You also need to understand the concept of MULTIPLES and where your firm is on the multiple scale. If you are a generic PR, advertising, or digital media firm, your multiple could be in the 3.0 to 4.0 range. But if you truly have something special to offer and are what the major national firms and deep-pocket private investment or family offices are looking for, your multiple could be north of 6.0 or more!
I knew nothing about the concept of multiples when I sold my firm. You will do well if you bring yourself up to speed on the concept and manage your firm accordingly.
2. Don’t play it too conservatively.
I did.
It felt great when I walked back into our CFO’s office one day and she showed me a bank statement with seven figures in available cash. A wonderful thing.
I took our management team out for a great lunch.
But there is only so much shrimp cocktail you can enjoy.
Our employees received very generous year-end bonuses that year.
However, if I were able to do it over again, I should have taken that money and invested it in a new differentiating capability — probably something in the digital marketing space (this was in the halcyon days of e-marketing). I was too focused on the monthly bottom line and, admittedly, lacked the forward vision to understand how the future value of my business would be significantly increased had I been willing to invest in the people and technologies that all indicators suggested were the future of the business, rather than gloating on our past accomplishments.
3. Specialization.
Don’t be too vanilla.
While we purported that we focused on B2B marketing (at least eight of our clients were in the Fortune 500, with a heavy emphasis on high-tech and industrial companies), we weren’t specialized enough. At many a cocktail hour with fellow agency owners at conferences in Hawaii, Paris, and Puerto Rico (around the pool with copious amounts of appetizers and alcohol flowing), I learned that the owners getting the big bucks for their businesses were super-duper specialized.
One firm had exclusive in-roads to product placements in Hollywood films. Another focused on franchises for the DIY market. A different agency focused on financial investor relations for health care firms.
Tightly focused, highly specialized businesses, not easy-to-replicate by other agencies.
Then there was a woman I met who was a true giant in the public relations industry. She single-handedly pioneered the field of cause marketing. She built and eventually sold a multi-million dollar enterprise that convinced corporate leaders of top Fortune 500 companies that they should invest in social responsibility. She was a bold visionary.
By contrast, I was too focused on our local market for general PR services, and lacked — and was probably too timid to invest in — disruptive, cutting-edge capabilities.

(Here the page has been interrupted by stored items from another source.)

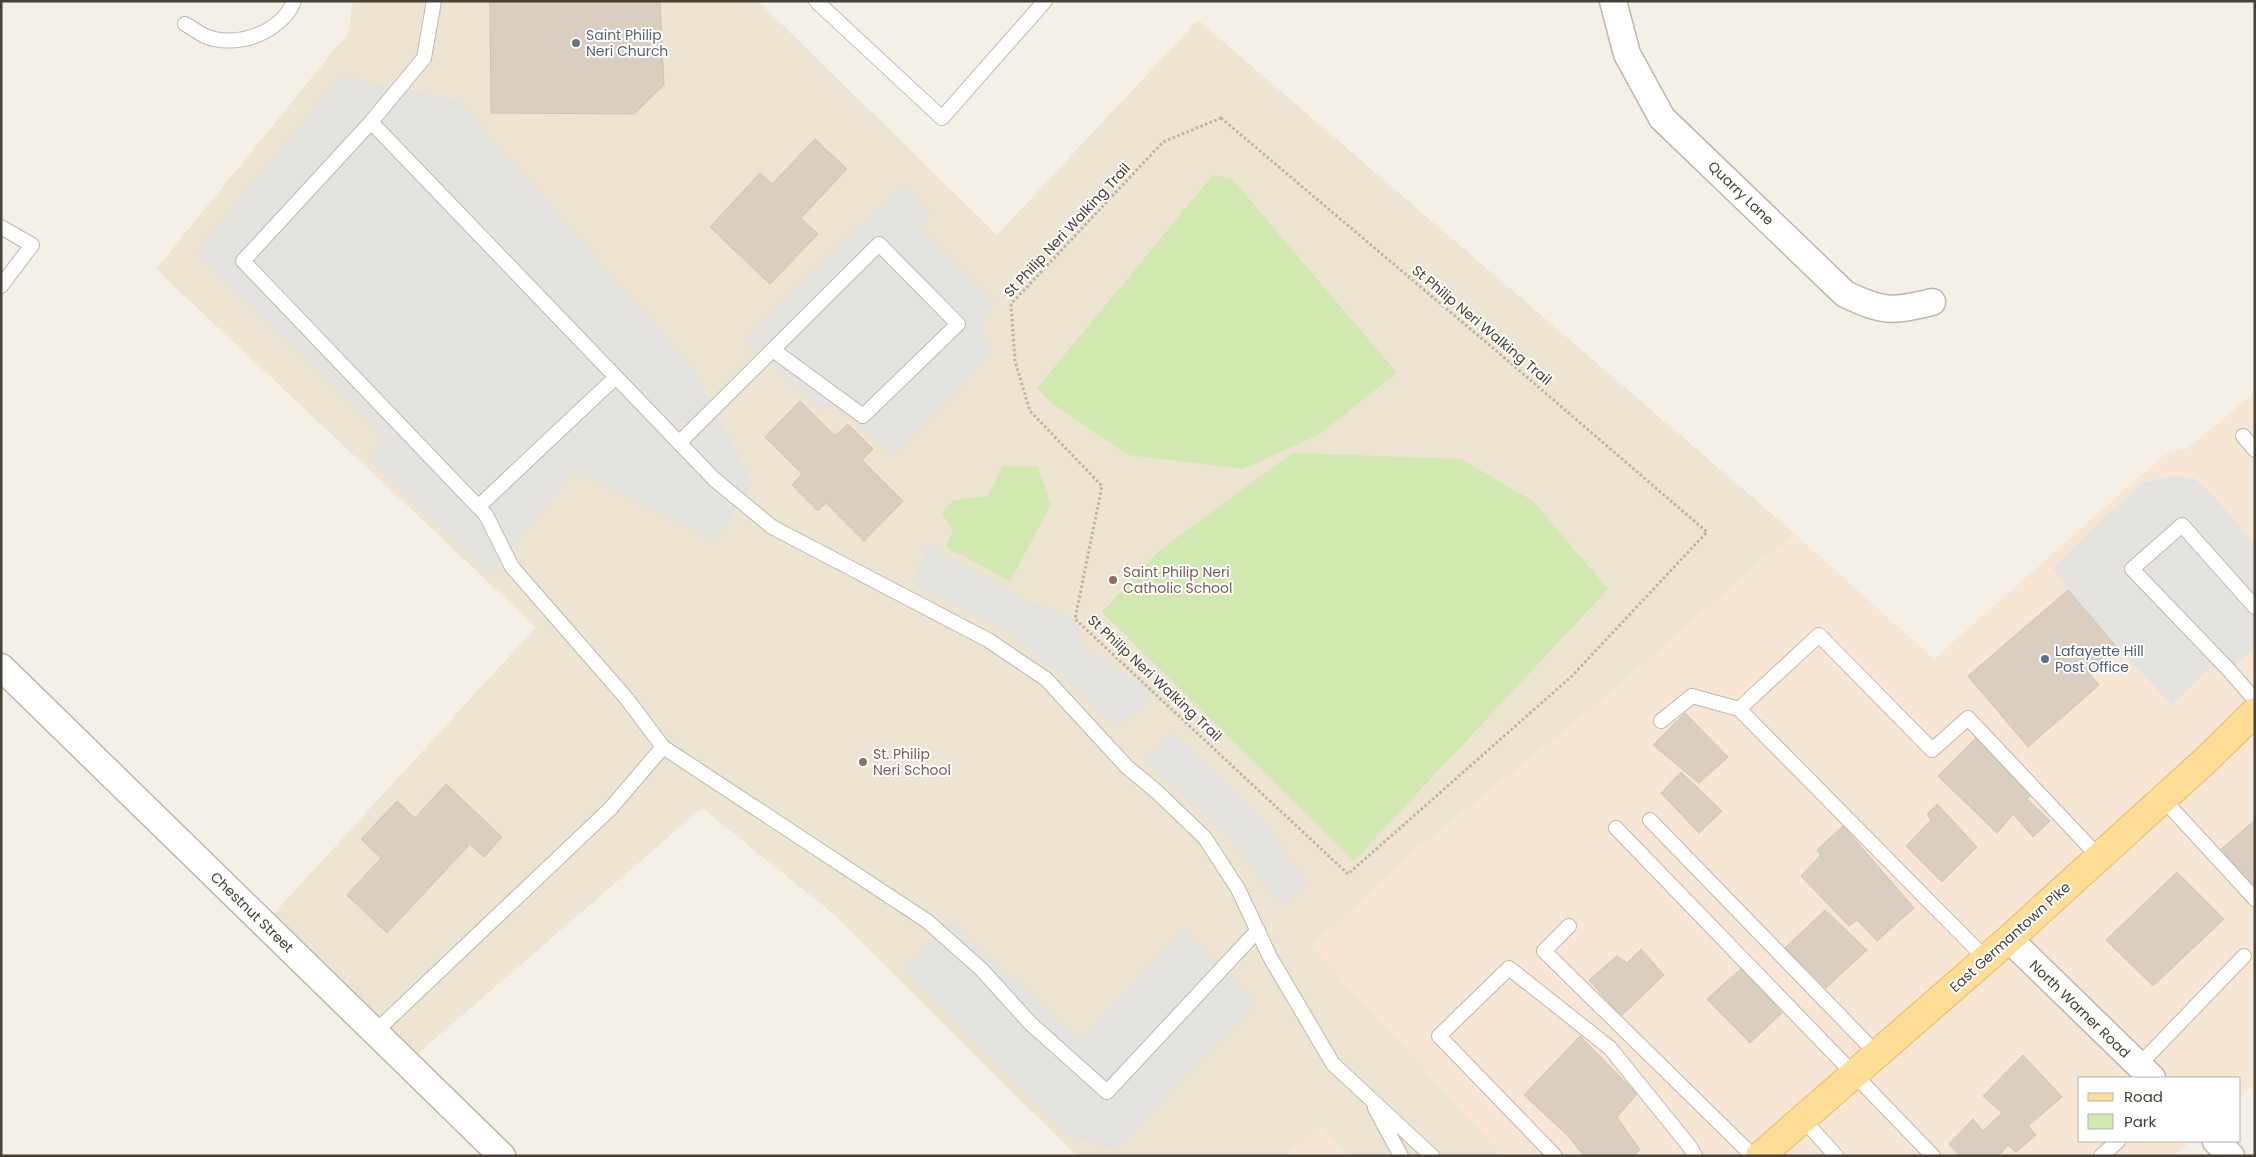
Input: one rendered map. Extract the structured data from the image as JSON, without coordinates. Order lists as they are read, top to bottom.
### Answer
{
  "streets": {
    "main road": ["East Germantown Pike"],
    "street": ["Quarry Lane", "Chestnut Street", "North Warner Road"],
    "path": ["St Philip Neri Walking Trail"]
  },
  "crossings": [
    ["East Germantown Pike", "North Warner Road"]
  ],
  "places": [
    "Saint Philip Neri Church",
    "Saint Philip Neri Catholic School",
    "Lafayette Hill Post Office",
    "St. Philip Neri School"
  ],
  "legend": ["Road", "Park"]
}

I once asked this amazing woman to come to our town to speak at a Public Relations Society Association luncheon. She agreed — but only on the condition that I could get her a meeting with the EVP of marketing with a major Fortune 500 in our city. It was a major corporation which, I must admit, I never had the courage to approach. I got her the meeting. Within a 30-minute discussion, she bagged a six-figure deal. Because (a) she had a highly specialized offering no other public relations agency on the planet could offer, (b) she thought BIG!, and (c) she had the moxie to go for the jugular in the first meeting (which included an aggressive fact-based put-down of their agency of record).
4. Hire people smarter than you.
The great David Olgivy said it best: “If each of us hires people who are smaller than we are, we shall become a company of dwarfs. But if each of us hires people who are bigger than we are, we shall become a company of giants.” If you think you are the end-all and be-all of your business, good luck. Your business will likely be worth zip when you move on. But if you have the foresight to identify and hire the best people for each segment of your business and lock them in with incentives—cboth monetary and quality-of-work/life — chances are your business will be more sustainable and far more attractive to a potential buyer. I know an owner who way back in the 1980’s decided to build his firm around a classic law firm model. He identified, hired, and incentivized the best people he could find in key vertical sectors — technology, health care, financial services, commercial real estate, etc. — and put them in charge of their own fiefdoms within his firm.
And by smarter, I mean smarter. Specific industry and agency experience is great. But three of my top employees had zero experience in digital marketing, advertising, or public relations. They were just smart! I once hired a former high school English teacher as a proofreader. Zero business experience. In three months, I promoted her to our top market researcher. A few months later, she was wowing clients like IBM as an account exec with her grasp of a highly complex technical market segment, plus her presentation and writing skills.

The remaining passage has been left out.